Au-delà d’un film politique, Je n’ai pas tué Lincoln est un film de prison avec, à la base, ses codes visuels et enjeux traditionnels de ce type d’aventure humaine. Le titre original insiste d’ailleurs plus sur ce thème : The Prisoner of Shark Island caractérise avant tout le personnage comme étant un bagnard obligé de résister aux épreuves douloureuses que sa condition lui impose. Aux plans harmonieux et équilibrés du début succèdent, dans le pénitencier, des plans plus anguleux, agressifs, méticuleusement composés et marqués par un fort éclairage expressionniste du chef opérateur Bert Glennon. Fidèle collaborateur de John Ford sur huit films, Glennon est un formidable sculpteur de la lumière. Pour rappel, on mentionnera les photographies de Blonde Venus (1932) et L’Impératrice rouge (1934) de Joseph Von Sternberg, du Prisonnier de Zenda (1937) de John Cromwell, de La Charge fantastique (1941) de Raoul Walsh, de Red House (1947) de Delmer Daves ou bien de L’Homme au masque de cire (1953) d’André De Toth. La composition des plans à l’intérieur de la prison militaire exprime le malaise, le danger et la menace qui pèsent sur l’infortuné détenu et la population toute entière. Jusqu’à faire de Mudd un martyr de sa propre cause.

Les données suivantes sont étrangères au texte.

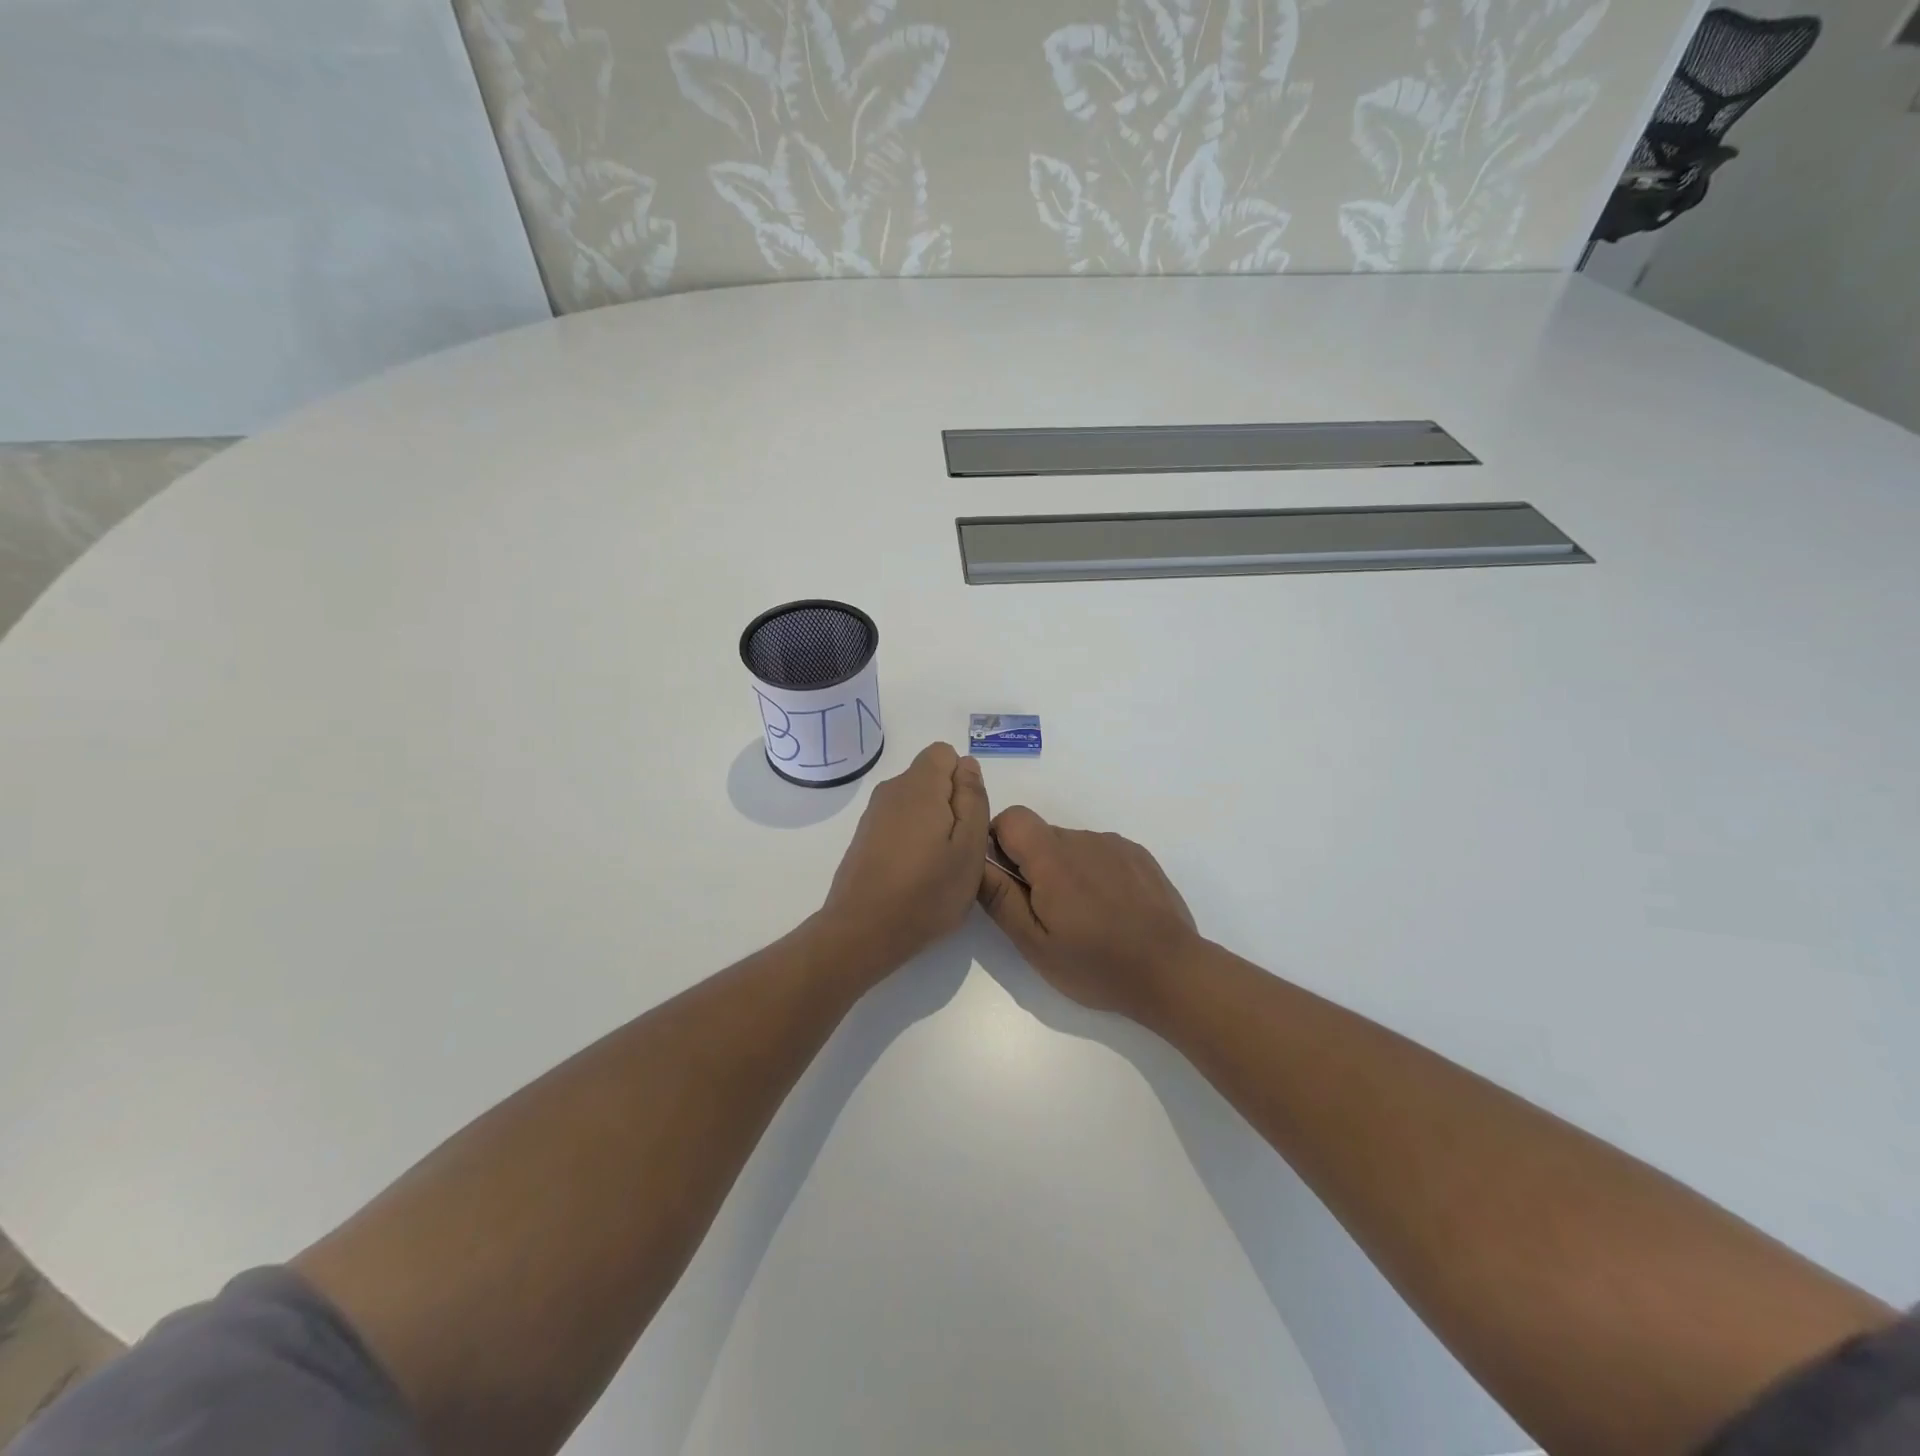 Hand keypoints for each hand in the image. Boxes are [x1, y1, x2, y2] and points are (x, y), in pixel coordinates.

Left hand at [818, 742, 990, 972]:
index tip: (967, 820)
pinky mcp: (864, 837)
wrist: (863, 932)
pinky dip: (912, 840)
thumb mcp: (970, 847)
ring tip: (937, 866)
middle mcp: (891, 790)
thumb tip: (967, 765)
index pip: (945, 753)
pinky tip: (914, 875)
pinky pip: (898, 823)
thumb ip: (973, 799)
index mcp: (919, 785)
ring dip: (932, 824)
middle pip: (930, 777)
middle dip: (950, 803)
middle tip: (958, 848)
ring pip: (915, 802)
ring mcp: (874, 814)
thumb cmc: (927, 891)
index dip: (963, 781)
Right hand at [977, 806, 1201, 1019]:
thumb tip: (974, 864)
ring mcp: (1115, 845)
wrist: (1172, 971)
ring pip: (1071, 845)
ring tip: (1083, 917)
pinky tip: (1110, 910)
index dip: (999, 842)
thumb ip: (1000, 899)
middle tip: (1046, 913)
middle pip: (1041, 834)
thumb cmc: (1096, 964)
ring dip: (1065, 870)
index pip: (1011, 817)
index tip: (1008, 880)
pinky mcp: (1139, 855)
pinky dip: (1094, 873)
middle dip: (1033, 864)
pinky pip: (1101, 853)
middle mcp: (1083, 839)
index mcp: (1052, 857)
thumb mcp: (1035, 944) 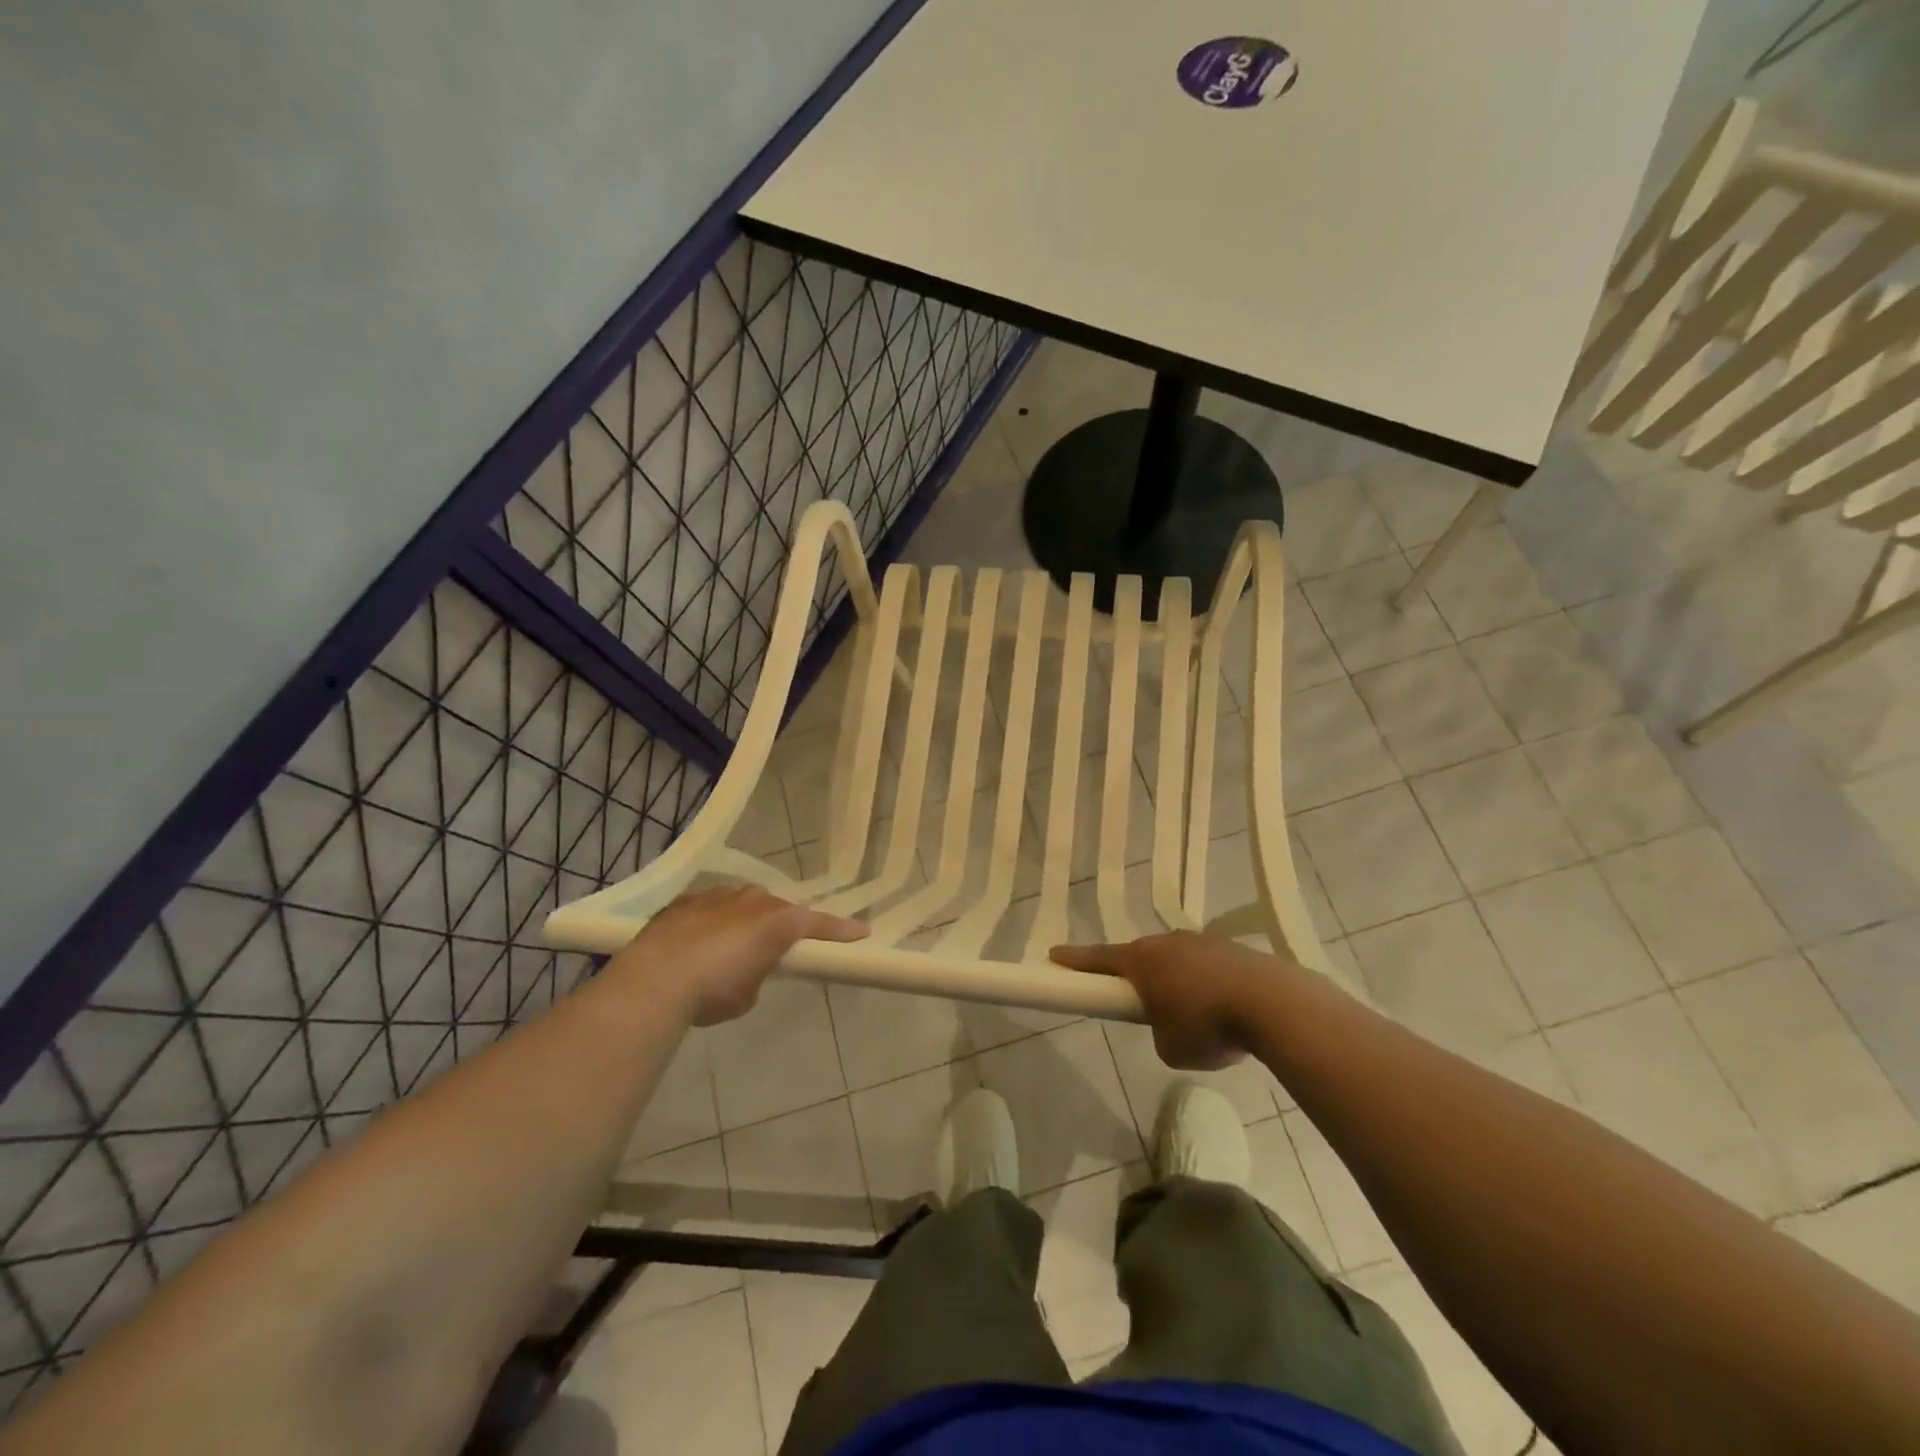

De son internement à sa "résurrection", en passant par sa tentative d’évasion et la haine dont il est l’objet, Samuel Mudd effectue presque un parcours christique - mis en valeur par la mise en scène et l’éclairage - qui le voit passer du rôle de victime expiatoire à celui de sauveur. Ce recours à la religiosité, que l’on retrouve souvent chez John Ford, jusqu’à une certaine forme de caricature dans Dieu est mort (1947), se fait ici sans aucune lourdeur. La destinée particulière du docteur Mudd sert l’idéal fordien de réunion des contraires et de l’apologie du sentiment de communauté spirituelle, familiale et nationale. On pourrait dire que Je n’ai pas tué Lincoln propose trois dénouements successifs, trois fins qui appuient ce propos. Mudd se réconcilie avec lui-même et trouve une raison de vivre au prix d’un effort ultime qui le mène presque jusqu’à la mort ; il retrouve sa famille presque au complet (l’un des siens a malheureusement dû être sacrifié) ; Nordistes et Sudistes se sont rejoints dans la lutte contre l’épidémie (le sergent haineux et revanchard remercie Mudd chaleureusement, et le directeur de la prison écrit la lettre émouvante qui va permettre l'obtention de sa grâce). L’enchaînement de ces événements, au niveau personnel et collectif, et la morale humaniste qui conclue le film portent la marque de John Ford, jusqu’à cette dernière image incongrue : la réunion de Buck, le fidèle compagnon / employé noir du docteur, avec sa famille nombreuse (douze enfants !). Dans un ultime panoramique, Ford unit les deux familles, blanche et noire, pour faire entrevoir un avenir qu’Abraham Lincoln avait souhaité de tout son être (réalité ou légende... quelle importance ?). Le cycle de la vie reprend ses droits.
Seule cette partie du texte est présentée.